Several times when Henry was in second grade, he trudged home from Oak View Elementary with smudged glasses. He didn’t tell his parents what had happened, but they eventually pieced it together. At the lunch table, bullies had smeared cheese whiz on the spectacles.

But that same year, Henry picked up wrestling at the club level, and his social life took an upward turn. And when he joined the perennial state power Rams as a freshman, Henry’s identity shifted even more into focus.

“I heard that they were a really good team,” Henry said. “I looked at their boys and saw that they had a lot of state champions over the years.”

During Henry’s years at the Fairfax school, the Rams have brought home two more team titles, one last year and another in 2011.

“Wrestling helped him a lot because we’re kind of a family as a team, and the guys stick together, back each other up,” senior Jack Bass said. “We’re all known at the school for wrestling, so I think that helps him socially.”

Playing to his strengths

When Wade Schalles started working with Henry at EagleHawk Academy in Fairfax two years ago, the two-time NCAA champion didn’t shy away from his message.

“I told Avery when I first met him that ‘I’m going to use the word ‘handicap’ when I look at you,’ ” Schalles recounted. “ ‘But you don’t understand. The handicap is with every kid that you have to wrestle. They have the handicap, not you.’ ”

The point was that a wrestler of any size, frame or build could be successful as long as he took advantage of his body type.

“You don’t put a 5-8, 160-pound guy on the line in football; he’s your free safety,” Schalles said. “In wrestling, if you’re short, you’re really good at leg attacks.”

The first part isn’t exactly true. As a sophomore, Henry played defensive line on the Rams’ junior varsity team. He finished second on the squad in sacks.

But all of Henry’s training, with Schalles at EagleHawk and with Robinson wrestling Coach Brian Hazard, has centered on making the most of his stature.

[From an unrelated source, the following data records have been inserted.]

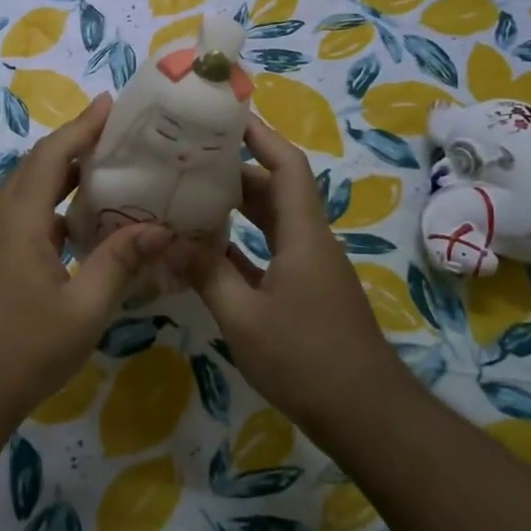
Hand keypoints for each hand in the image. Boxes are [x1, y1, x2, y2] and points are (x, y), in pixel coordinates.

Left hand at [0, 95, 172, 426]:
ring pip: (31, 194)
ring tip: (106, 169)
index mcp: (21, 223)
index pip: (51, 158)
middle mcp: (4, 223)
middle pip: (36, 167)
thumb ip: (120, 262)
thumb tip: (159, 229)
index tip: (109, 105)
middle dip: (73, 144)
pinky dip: (57, 208)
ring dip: (63, 175)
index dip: (80, 128)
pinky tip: (86, 225)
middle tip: (114, 132)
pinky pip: (30, 219)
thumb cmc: (26, 349)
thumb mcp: (84, 308)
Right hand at [186, 114, 398, 434]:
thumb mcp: (244, 317)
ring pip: (271, 222)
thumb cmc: (306, 359)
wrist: (365, 414)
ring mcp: (309, 268)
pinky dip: (241, 244)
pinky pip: (270, 252)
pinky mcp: (304, 292)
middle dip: (235, 169)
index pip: (286, 166)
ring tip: (190, 194)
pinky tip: (206, 248)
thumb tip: (165, 241)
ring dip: (237, 207)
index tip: (225, 116)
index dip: (260, 135)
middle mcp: (310, 241)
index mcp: (303, 234)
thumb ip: (205, 275)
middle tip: (189, 158)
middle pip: (275, 189)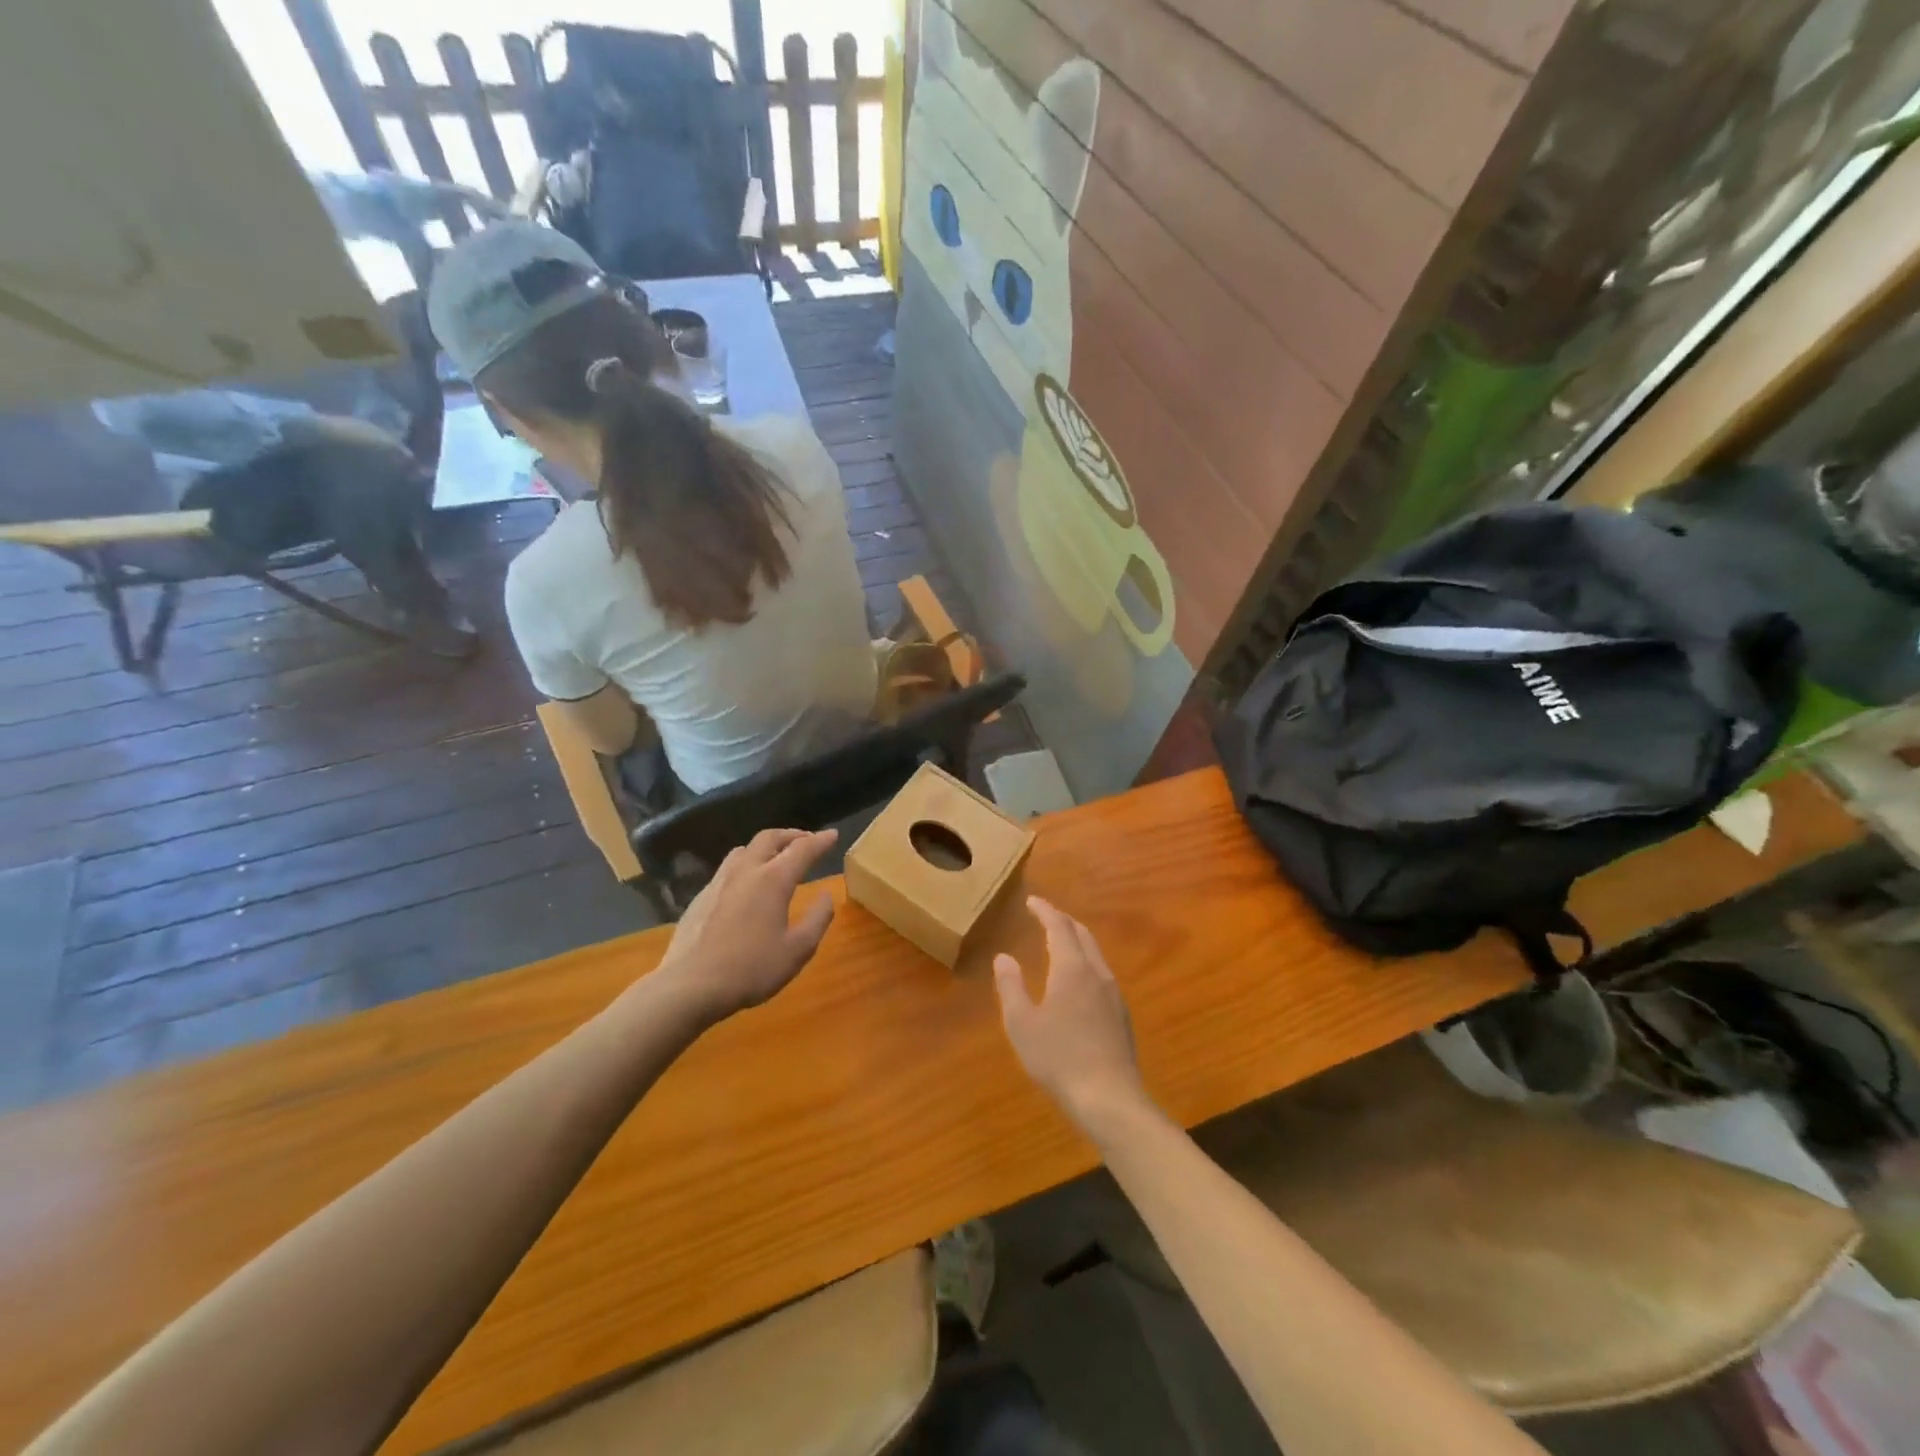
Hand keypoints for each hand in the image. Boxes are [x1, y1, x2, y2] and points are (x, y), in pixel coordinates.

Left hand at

With a limited reach, Henry keeps his hands in his lap, inviting adversaries to come to him.

“It’s really hard to wrestle him like you would a person of my height,” said Westfield wrestler Matt Schlink — whom Henry beat, 4-2, on Jan. 15. “The difference is you can’t get to his legs, because he’s already pretty low.”

By maximizing his strength (Henry squats 400 pounds and leg-presses 690), the senior has gained interest from wrestling programs at Ferrum College in Virginia and NCAA Division I top 20 fixture Edinboro University in Pennsylvania.

Dropping the hammer

On Jan. 29 — senior night at Robinson — Henry paced the blue strip of rubberized floor of the cavernous gym. All of the lights were down, save for four, shining down directly from the center scoreboard and casting hard beams onto the wrestling mat.

There were four matches left before his bout at 145 pounds, but he was already in the zone. Occasionally, Henry would break from his trance to see how a teammate was faring or to change the song on his iPhone.

He listened to Survivor. Arena rock. “Eye of the Tiger.”

“I feel good,” Henry said. “Ready.”

At 7:20 p.m., he shed his wrestling sweatshirt and stripped down to his gray singlet. Avery believed he was going up against long odds in the form of Chantilly senior Walter Carlson, The Post’s No. 3 ranked wrestler at 145.

But Chantilly audibled, flipping Carlson and usual 138-pounder John Shin, in hopes that if Carlson could upset Robinson’s Bass, the Chargers could take both matches.

Not long into the match, it was clear Henry had other plans. He went for a double-leg takedown, eliciting cheers from the Rams’ bench. Shin managed at the last second to break free but not for long. With time ticking down in the first period, Henry employed his favorite move — the cement mixer. With no hesitation, he slipped his arm under Shin’s chin and put him onto his back. In 1 minute 34 seconds, he recorded the pin, bumping his overall record to 17-13. Currently, he’s 19-14.

“I didn’t care who I was going against,” Henry said after the match. “I know I could beat any of them.”

Henry knew he could have crushed his eighth-grade bully, too. He considered it.

But his experience in wrestling has helped him realize that he — and nobody else — is always in control.

“Wrestling helped me to know what the right path is,” Henry said, “to make my own decisions with what life was going to give you.”